▶ _Exercise_
Could you write out every record below exactly, leaving the pictures out?

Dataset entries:
....

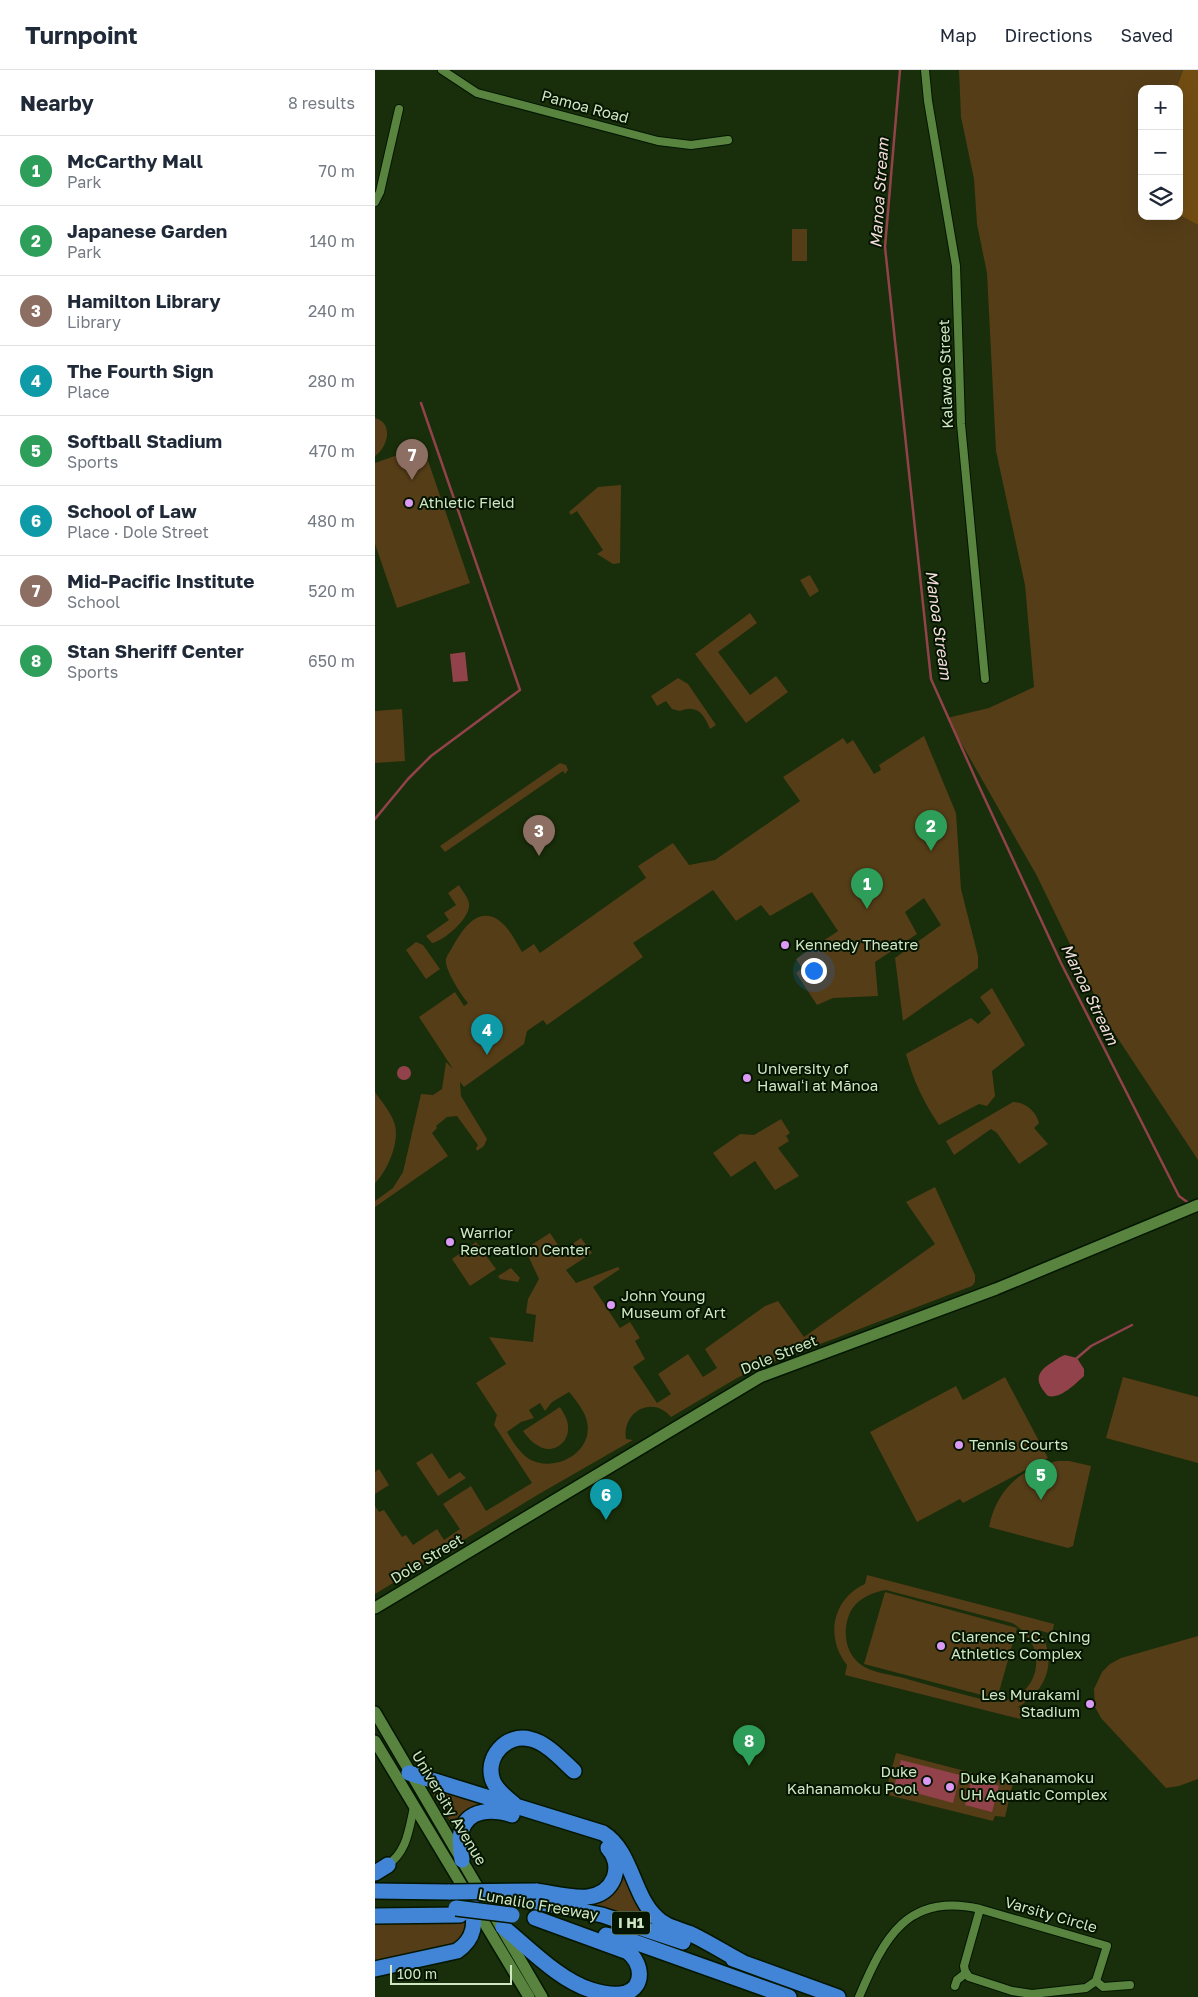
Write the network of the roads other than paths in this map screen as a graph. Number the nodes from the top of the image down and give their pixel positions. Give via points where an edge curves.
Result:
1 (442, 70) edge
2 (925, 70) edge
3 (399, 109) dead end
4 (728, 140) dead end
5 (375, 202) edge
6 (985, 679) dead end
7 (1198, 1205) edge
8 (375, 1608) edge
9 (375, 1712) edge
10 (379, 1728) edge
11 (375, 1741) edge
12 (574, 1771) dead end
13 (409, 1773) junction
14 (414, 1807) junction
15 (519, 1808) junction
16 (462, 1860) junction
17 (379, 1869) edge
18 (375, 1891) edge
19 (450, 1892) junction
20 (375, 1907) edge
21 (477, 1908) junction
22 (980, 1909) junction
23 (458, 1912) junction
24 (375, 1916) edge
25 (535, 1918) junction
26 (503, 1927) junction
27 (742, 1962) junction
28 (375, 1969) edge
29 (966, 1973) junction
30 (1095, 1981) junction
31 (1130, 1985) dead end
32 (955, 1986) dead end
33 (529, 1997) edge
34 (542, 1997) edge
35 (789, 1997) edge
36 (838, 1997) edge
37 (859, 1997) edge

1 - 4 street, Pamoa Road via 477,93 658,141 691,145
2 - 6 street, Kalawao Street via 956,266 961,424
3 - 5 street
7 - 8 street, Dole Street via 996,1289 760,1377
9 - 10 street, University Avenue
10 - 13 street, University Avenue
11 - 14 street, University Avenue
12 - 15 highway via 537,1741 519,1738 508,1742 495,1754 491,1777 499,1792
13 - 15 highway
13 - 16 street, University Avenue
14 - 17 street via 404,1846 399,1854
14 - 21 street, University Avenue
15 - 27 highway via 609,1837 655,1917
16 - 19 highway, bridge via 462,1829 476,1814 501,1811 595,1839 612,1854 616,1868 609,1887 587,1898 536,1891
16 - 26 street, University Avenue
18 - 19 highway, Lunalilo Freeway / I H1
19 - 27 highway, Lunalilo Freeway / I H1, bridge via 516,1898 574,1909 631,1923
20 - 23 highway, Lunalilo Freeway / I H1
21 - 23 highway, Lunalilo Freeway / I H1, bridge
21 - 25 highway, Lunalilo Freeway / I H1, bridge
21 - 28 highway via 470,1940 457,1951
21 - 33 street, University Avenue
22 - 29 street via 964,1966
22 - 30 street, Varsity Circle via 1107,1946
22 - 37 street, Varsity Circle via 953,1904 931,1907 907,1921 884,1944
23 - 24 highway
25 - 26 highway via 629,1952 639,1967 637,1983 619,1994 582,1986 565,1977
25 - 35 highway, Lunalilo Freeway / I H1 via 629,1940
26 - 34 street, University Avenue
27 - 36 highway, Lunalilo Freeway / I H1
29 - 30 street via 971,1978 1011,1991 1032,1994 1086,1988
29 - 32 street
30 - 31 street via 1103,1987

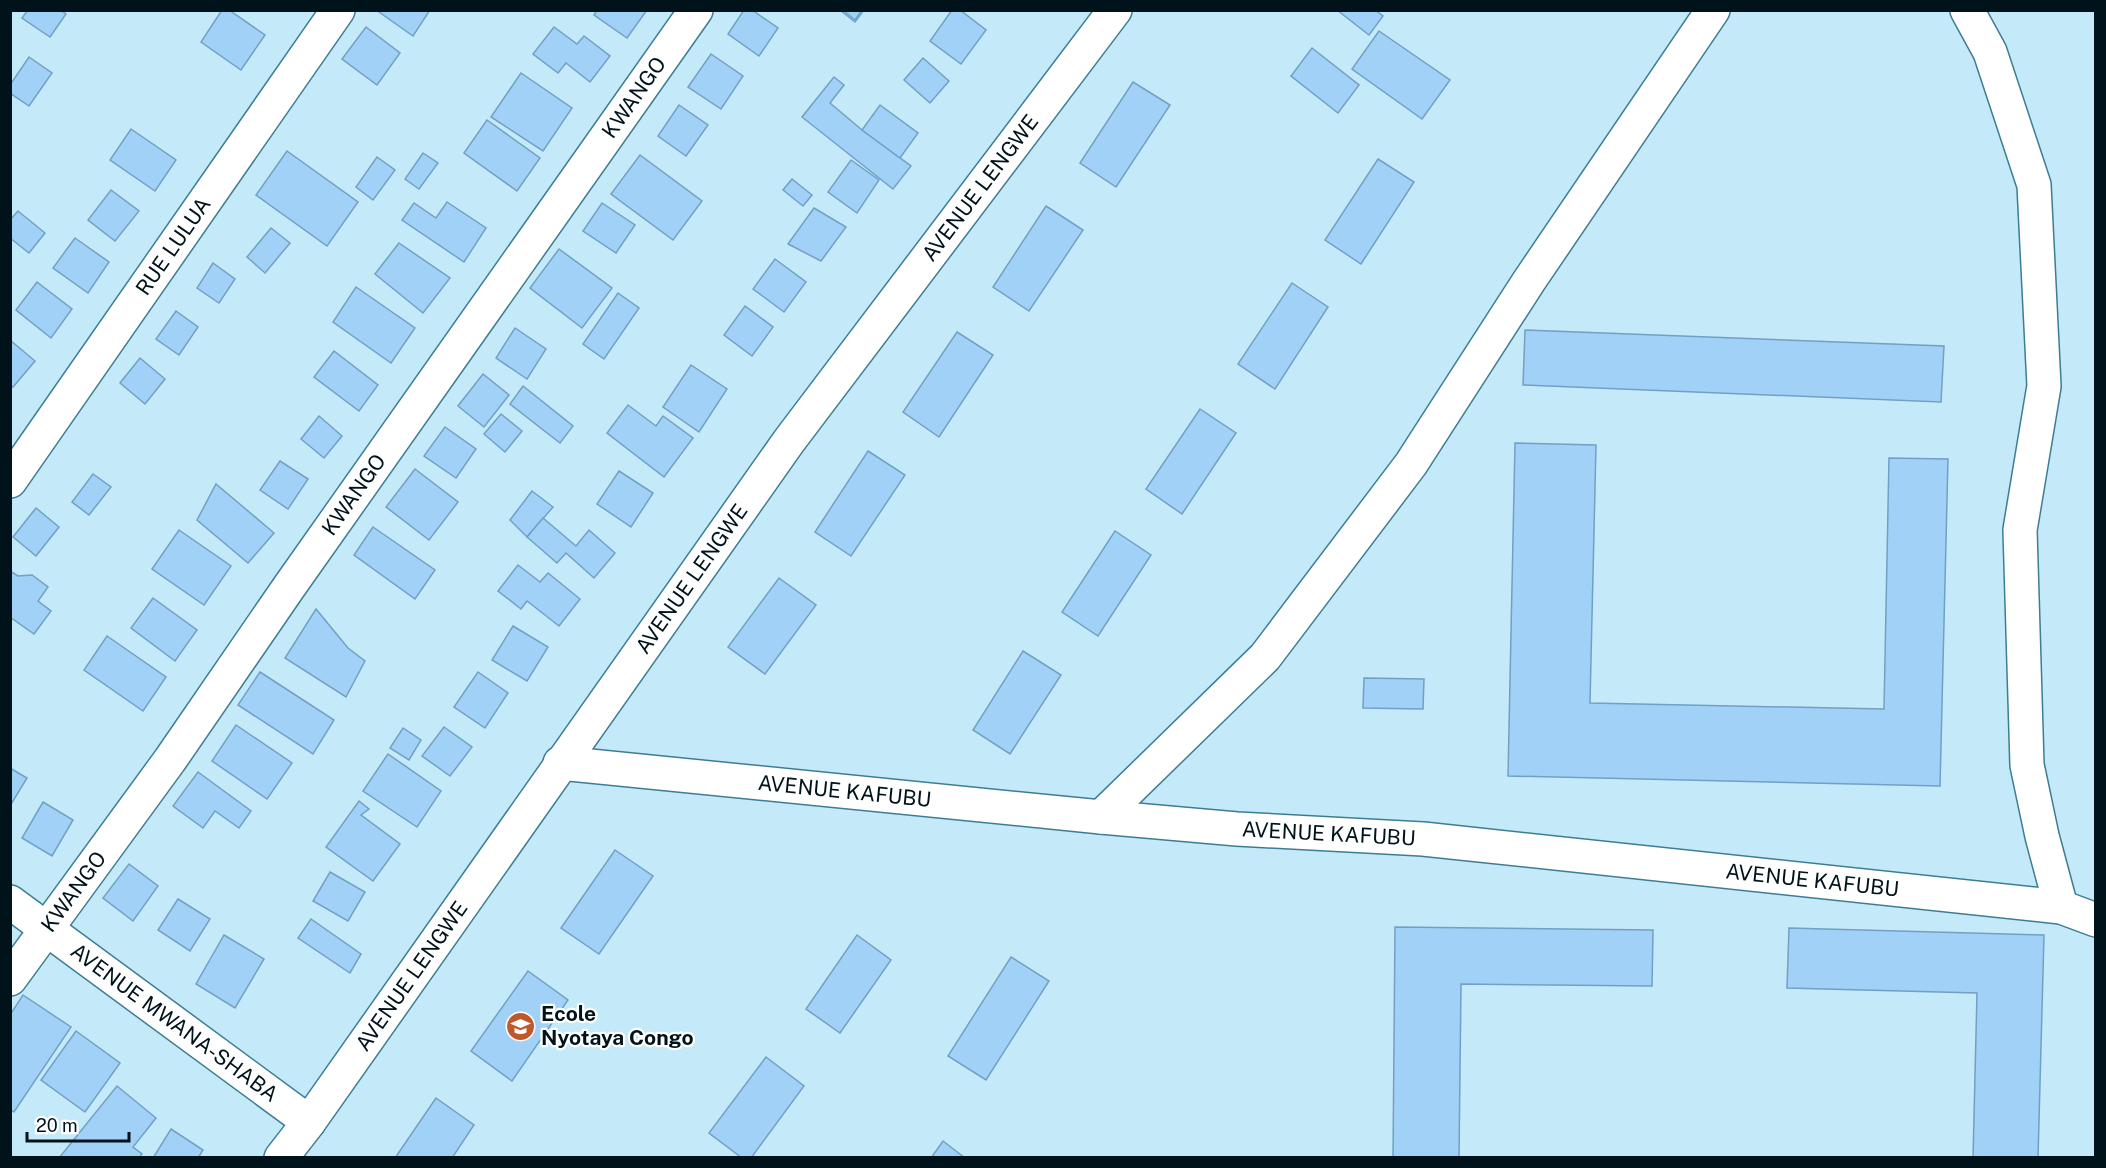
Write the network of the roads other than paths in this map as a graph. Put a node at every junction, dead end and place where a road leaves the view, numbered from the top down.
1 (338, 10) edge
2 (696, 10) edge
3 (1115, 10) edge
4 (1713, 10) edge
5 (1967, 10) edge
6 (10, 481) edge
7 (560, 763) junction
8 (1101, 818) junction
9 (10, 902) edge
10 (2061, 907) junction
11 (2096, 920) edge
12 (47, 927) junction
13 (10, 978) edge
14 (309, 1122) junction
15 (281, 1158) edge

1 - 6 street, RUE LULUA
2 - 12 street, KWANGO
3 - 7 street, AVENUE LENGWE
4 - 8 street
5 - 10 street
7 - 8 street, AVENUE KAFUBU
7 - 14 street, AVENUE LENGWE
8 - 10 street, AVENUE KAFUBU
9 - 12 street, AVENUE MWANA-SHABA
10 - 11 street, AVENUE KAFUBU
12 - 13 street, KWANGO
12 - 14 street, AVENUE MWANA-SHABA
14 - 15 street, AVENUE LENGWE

....

▶ _Answer section_
Write the network of the roads other than paths in this map screen as a graph. Number the nodes from the top of the image down and give their pixel positions. Give via points where an edge curves.
Result:
1 (442, 70) edge
2 (925, 70) edge
3 (399, 109) dead end
4 (728, 140) dead end
5 (375, 202) edge
6 (985, 679) dead end
7 (1198, 1205) edge
8 (375, 1608) edge
9 (375, 1712) edge
10 (379, 1728) edge
11 (375, 1741) edge
12 (574, 1771) dead end
13 (409, 1773) junction
14 (414, 1807) junction
15 (519, 1808) junction
16 (462, 1860) junction
17 (379, 1869) edge
18 (375, 1891) edge
19 (450, 1892) junction
20 (375, 1907) edge
21 (477, 1908) junction
22 (980, 1909) junction
23 (458, 1912) junction
24 (375, 1916) edge
25 (535, 1918) junction
26 (503, 1927) junction
27 (742, 1962) junction
28 (375, 1969) edge
29 (966, 1973) junction
30 (1095, 1981) junction
31 (1130, 1985) dead end
32 (955, 1986) dead end
33 (529, 1997) edge
34 (542, 1997) edge
35 (789, 1997) edge
36 (838, 1997) edge
37 (859, 1997) edge

1 - 4 street, Pamoa Road via 477,93 658,141 691,145
2 - 6 street, Kalawao Street via 956,266 961,424
3 - 5 street
7 - 8 street, Dole Street via 996,1289 760,1377
9 - 10 street, University Avenue
10 - 13 street, University Avenue
11 - 14 street, University Avenue
12 - 15 highway via 537,1741 519,1738 508,1742 495,1754 491,1777 499,1792
13 - 15 highway
13 - 16 street, University Avenue
14 - 17 street via 404,1846 399,1854
14 - 21 street, University Avenue
15 - 27 highway via 609,1837 655,1917
16 - 19 highway, bridge via 462,1829 476,1814 501,1811 595,1839 612,1854 616,1868 609,1887 587,1898 536,1891
16 - 26 street, University Avenue
18 - 19 highway, Lunalilo Freeway / I H1
19 - 27 highway, Lunalilo Freeway / I H1, bridge via 516,1898 574,1909 631,1923
20 - 23 highway, Lunalilo Freeway / I H1
21 - 23 highway, Lunalilo Freeway / I H1, bridge
21 - 25 highway, Lunalilo Freeway / I H1, bridge
21 - 28 highway via 470,1940 457,1951
21 - 33 street, University Avenue
22 - 29 street via 964,1966
22 - 30 street, Varsity Circle via 1107,1946
22 - 37 street, Varsity Circle via 953,1904 931,1907 907,1921 884,1944
23 - 24 highway
25 - 26 highway via 629,1952 639,1967 637,1983 619,1994 582,1986 565,1977
25 - 35 highway, Lunalilo Freeway / I H1 via 629,1940
26 - 34 street, University Avenue
27 - 36 highway, Lunalilo Freeway / I H1
29 - 30 street via 971,1978 1011,1991 1032,1994 1086,1988
29 - 32 street
30 - 31 street via 1103,1987

Write the network of the roads other than paths in this map as a graph. Put a node at every junction, dead end and place where a road leaves the view, numbered from the top down.
1 (338, 10) edge
2 (696, 10) edge
3 (1115, 10) edge
4 (1713, 10) edge
5 (1967, 10) edge
6 (10, 481) edge
7 (560, 763) junction
8 (1101, 818) junction
9 (10, 902) edge
10 (2061, 907) junction
11 (2096, 920) edge
12 (47, 927) junction
13 (10, 978) edge
14 (309, 1122) junction
15 (281, 1158) edge

1 - 6 street, RUE LULUA
2 - 12 street, KWANGO
3 - 7 street, AVENUE LENGWE
4 - 8 street
5 - 10 street
7 - 8 street, AVENUE KAFUBU
7 - 14 street, AVENUE LENGWE
8 - 10 street, AVENUE KAFUBU
9 - 12 street, AVENUE MWANA-SHABA
10 - 11 street, AVENUE KAFUBU
12 - 13 street, KWANGO
12 - 14 street, AVENUE MWANA-SHABA
14 - 15 street, AVENUE LENGWE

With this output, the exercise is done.